Your task:
The required result is a copy of each line below in which "graph" appears.
Recorded information Block Start
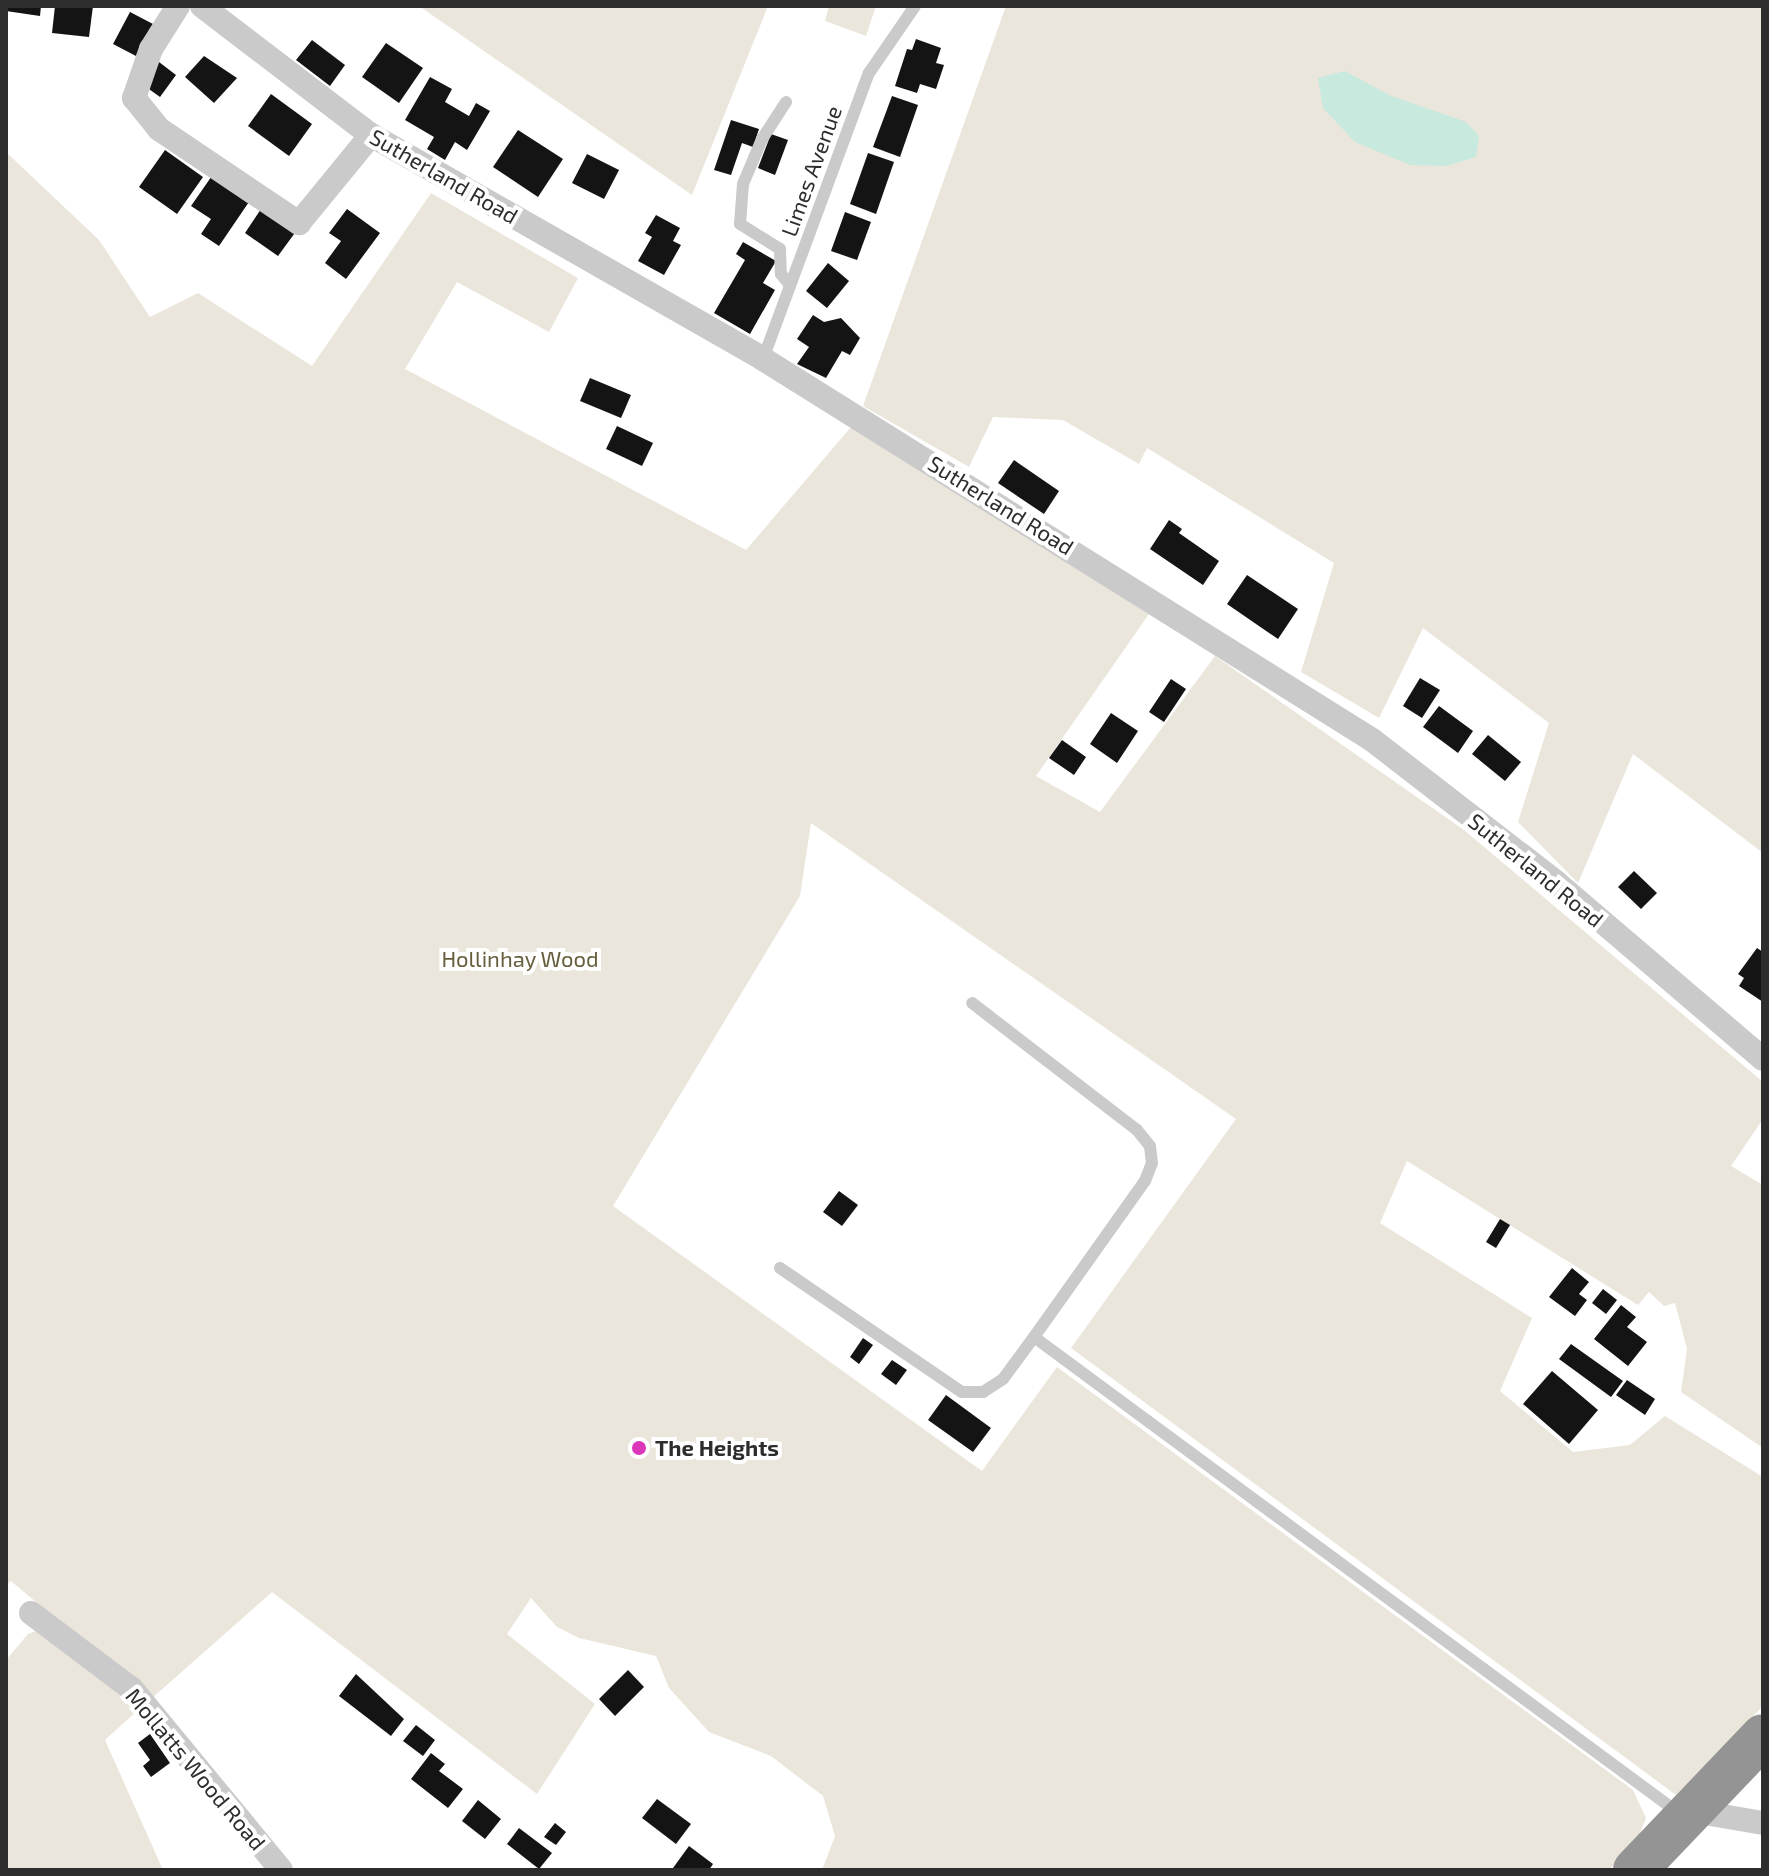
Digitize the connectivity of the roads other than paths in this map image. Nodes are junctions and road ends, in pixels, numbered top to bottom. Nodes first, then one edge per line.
1 (178, 6) edge
2 (202, 6) edge
3 (915, 6) edge
4 (786, 102) dead end
5 (371, 135) junction
6 (790, 285) junction
7 (763, 359) junction
8 (972, 1003) dead end
9 (1763, 1059) edge
10 (780, 1268) dead end
11 (1034, 1337) junction
12 (31, 1613) dead end
13 (1763, 1736) edge
14 (1689, 1815) junction
15 (1763, 1823) edge
16 (281, 1870) edge
17 (1635, 1870) edge

1 - 5 street
2 - 5 street, Sutherland Road
3 - 6 lane, Limes Avenue
4 - 6 lane
5 - 7 street, Sutherland Road
6 - 7 lane, Limes Avenue
7 - 9 street, Sutherland Road
8 - 11 lane
10 - 11 lane
11 - 14 lane
12 - 16 street, Mollatts Wood Road
13 - 14 highway
14 - 15 street
14 - 17 highway

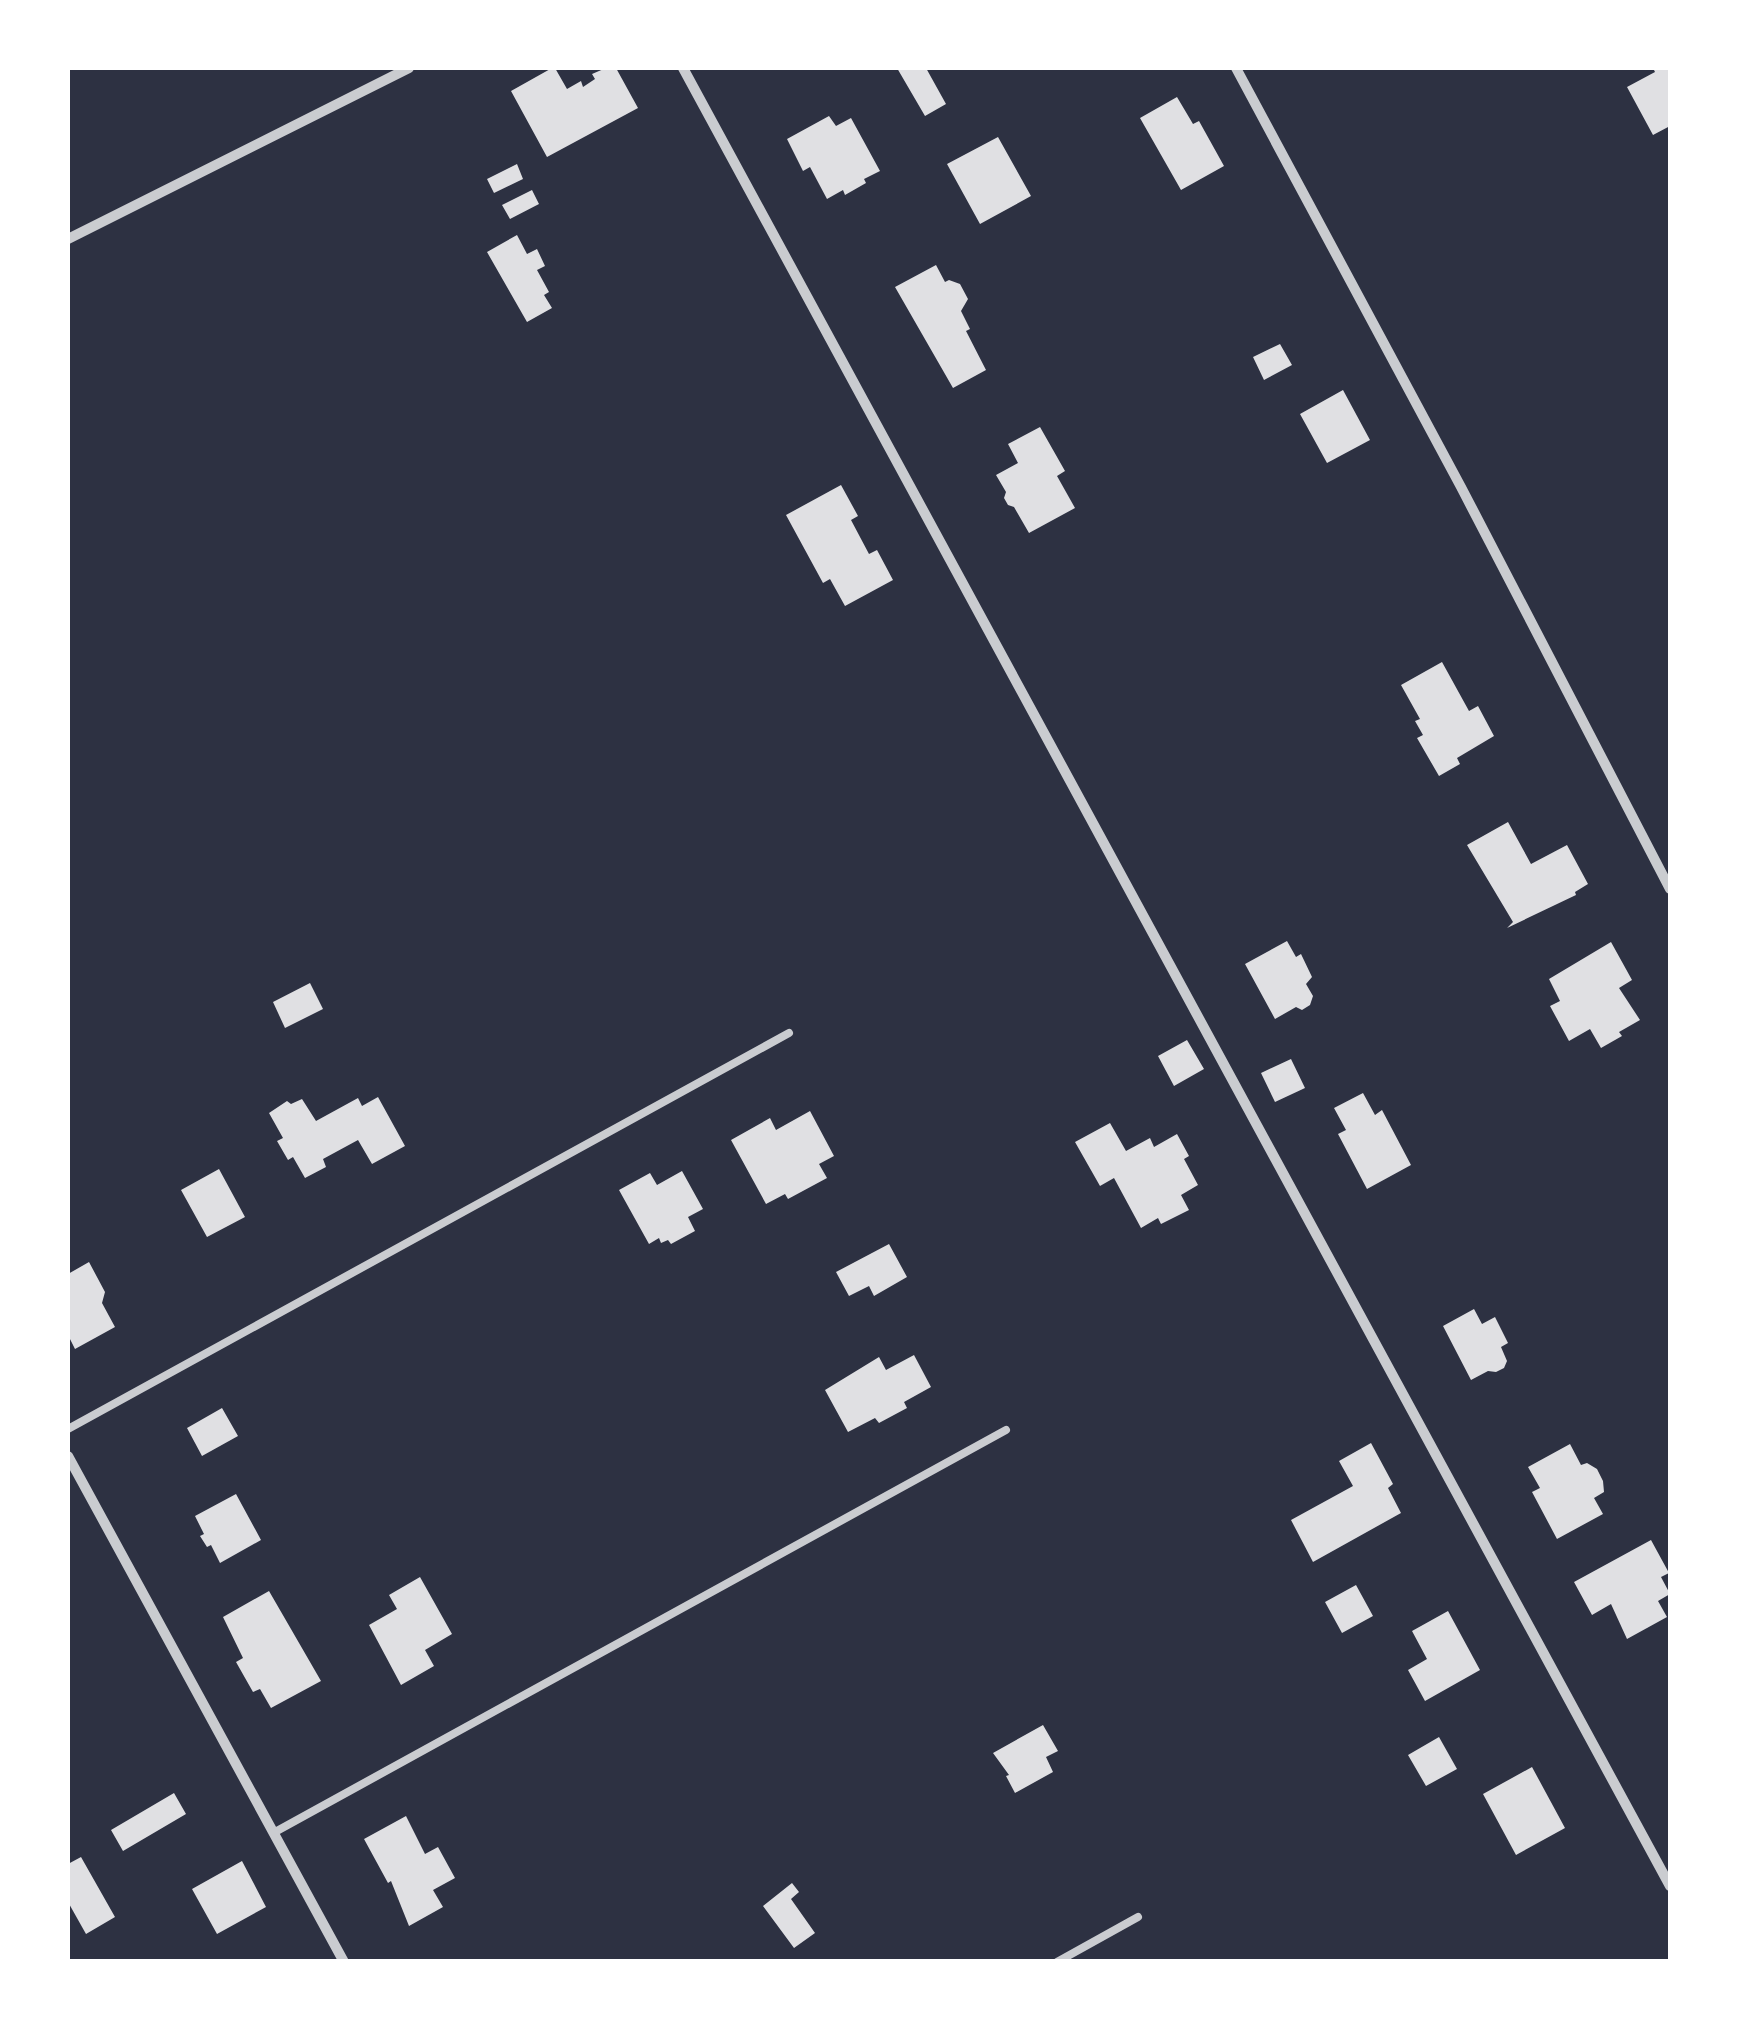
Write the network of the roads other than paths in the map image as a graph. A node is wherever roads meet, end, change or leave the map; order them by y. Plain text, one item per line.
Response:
1 (409, 68) edge
2 (683, 68) edge
3 (1236, 68) edge
4 (68, 238) edge
5 (1670, 889) edge
6 (788, 1033) dead end
7 (68, 1429) edge
8 (1006, 1430) dead end
9 (68, 1456) edge
10 (275, 1832) junction
11 (1670, 1886) edge
12 (1138, 1917) dead end
13 (344, 1962) edge
14 (1057, 1962) edge

1 - 4 street
2 - 11 street
3 - 5 street
6 - 7 lane
8 - 10 lane
9 - 10 street
10 - 13 street
12 - 14 lane

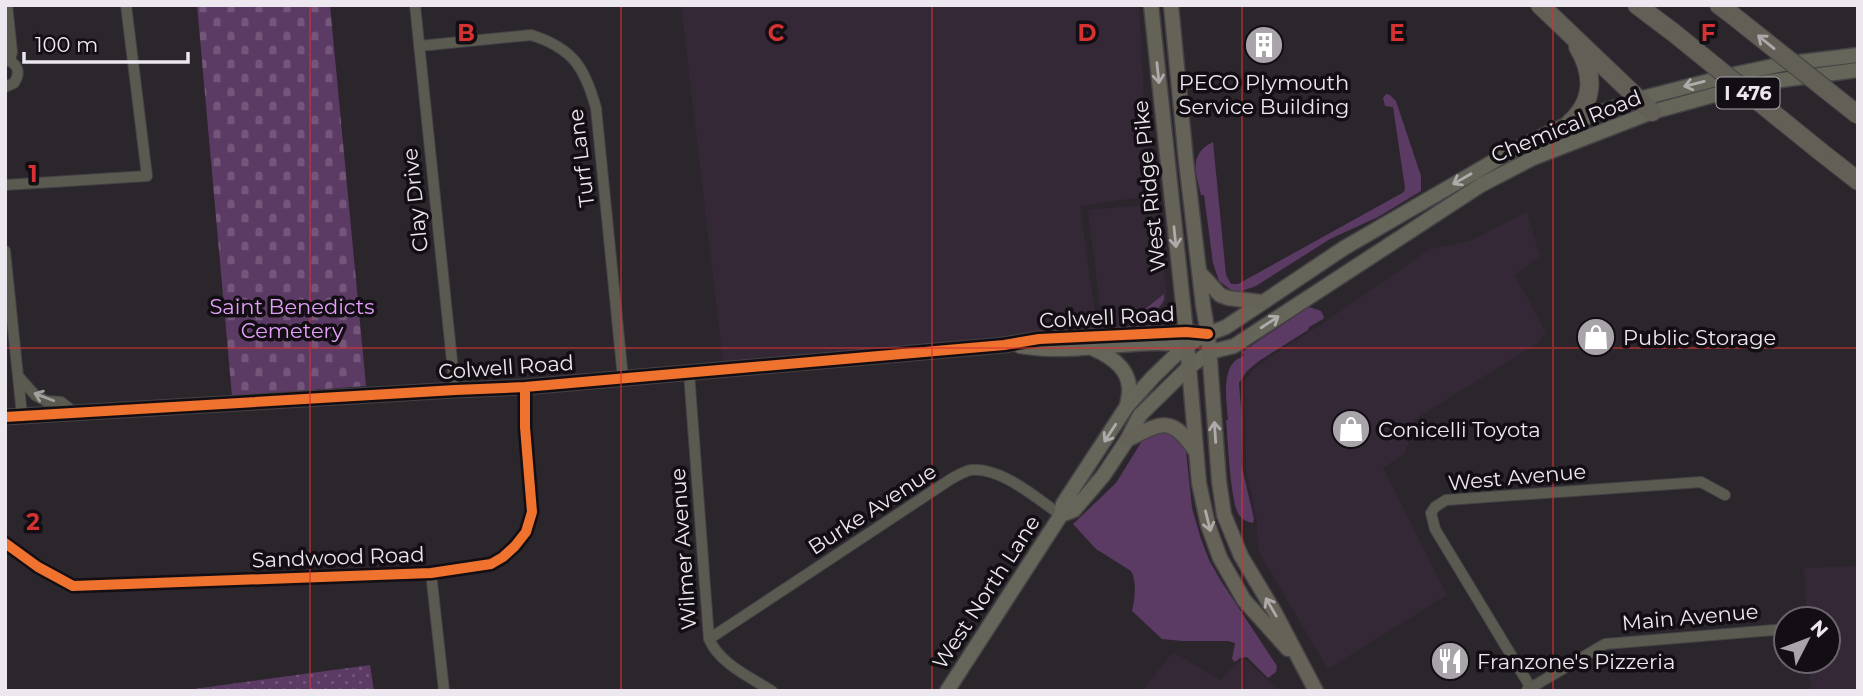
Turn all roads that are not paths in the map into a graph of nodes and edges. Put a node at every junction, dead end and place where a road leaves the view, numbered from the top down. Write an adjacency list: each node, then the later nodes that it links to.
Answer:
1 (7, 5): 12 (street)
2 (126, 5): 20 (street)
3 (415, 5): 10 (street, Clay Drive)
4 (1151, 5): 25 (main road, West Ridge Pike, one-way to 25)
5 (1171, 5): 22 (main road, West Ridge Pike)
6 (1540, 5): 9 (highway)
7 (1637, 5): 19 (highway, I 476, bridge)
8 (1725, 10): 17 (highway, I 476, one-way to 8, bridge)
9 (1571, 35): 15 (highway); 18 (highway)
10 (419, 46): 32 (street, Turf Lane); 34 (street, Clay Drive)
11 (1858, 54): 15 (main road, Chemical Road, one-way to 15)
12 (7, 60): 14 (street)
13 (1858, 70): 16 (main road, Chemical Road)
14 (5, 87)
15 (1639, 99): 16 (highway); 18 (main road, Chemical Road)
16 (1652, 112): 28 (main road, Chemical Road, one-way to 16)
17 (1858, 115)
18 (1570, 123): 23 (main road, Chemical Road, one-way to 23)
19 (1858, 180)
20 (5, 185)
21 (5, 251): 31 (street)
22 (1200, 273): 23 (main road); 24 (main road, West Ridge Pike)
23 (1262, 302): 24 (main road, Chemical Road)
24 (1208, 334): 25 (main road, West North Lane); 28 (main road, West Ridge Pike)
25 (1186, 338): 26 (main road, Colwell Road); 27 (main road, Colwell Road); 28 (main road); 29 (main road, West Ridge Pike); 35 (main road, West North Lane)
26 (1009, 344): 27 (main road, Colwell Road); 30 (main road, Colwell Road)
27 (1089, 348): 35 (main road)
28 (1210, 352): 29 (main road, West North Lane); 47 (main road, West Ridge Pike, one-way to 28)
29 (1189, 367): 39 (main road, West North Lane); 40 (main road, West Ridge Pike)
30 (689, 373): 32 (main road, Colwell Road); 46 (street, Wilmer Avenue)
31 (18, 375): 36 (street, one-way to 31); 37 (street)
32 (623, 377): 33 (main road, Colwell Road)
33 (525, 387): 34 (main road, Colwell Road); 44 (street, Sandwood Road)
34 (455, 390): 36 (main road, Colwell Road)
35 (1128, 405): 42 (main road, West North Lane, one-way to 42)
36 (74, 412): 37 (main road, Colwell Road)
37 (22, 415): 38 (main road, Colwell Road)
38 (5, 417)
39 (1127, 440): 40 (main road); 42 (main road, West North Lane)
40 (1196, 453): 47 (main road, West Ridge Pike, one-way to 47)
41 (1725, 495): 48 (street, West Avenue)
42 (1061, 515): 46 (street, Burke Avenue); 51 (main road, West North Lane)
43 (5, 543): 44 (street, Sandwood Road)
44 (431, 573): 49 (street)
45 (1772, 630): 48 (street, Main Avenue)
46 (709, 639): 50 (street, Wilmer Avenue)
47 (1302, 666): 52 (main road, West Ridge Pike)
48 (1528, 689)
49 (444, 691)
50 (772, 691)
51 (947, 691)
52 (1316, 691)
Recorded information Block End
Result:
Write the network of the roads other than paths in the map image as a graph. A node is wherever roads meet, end, change or leave the map; order them by y. Plain text, one item per line.
Turn all roads that are not paths in the map into a graph of nodes and edges. Put a node at every junction, dead end and place where a road leaves the view, numbered from the top down. Write an adjacency list: each node, then the later nodes that it links to.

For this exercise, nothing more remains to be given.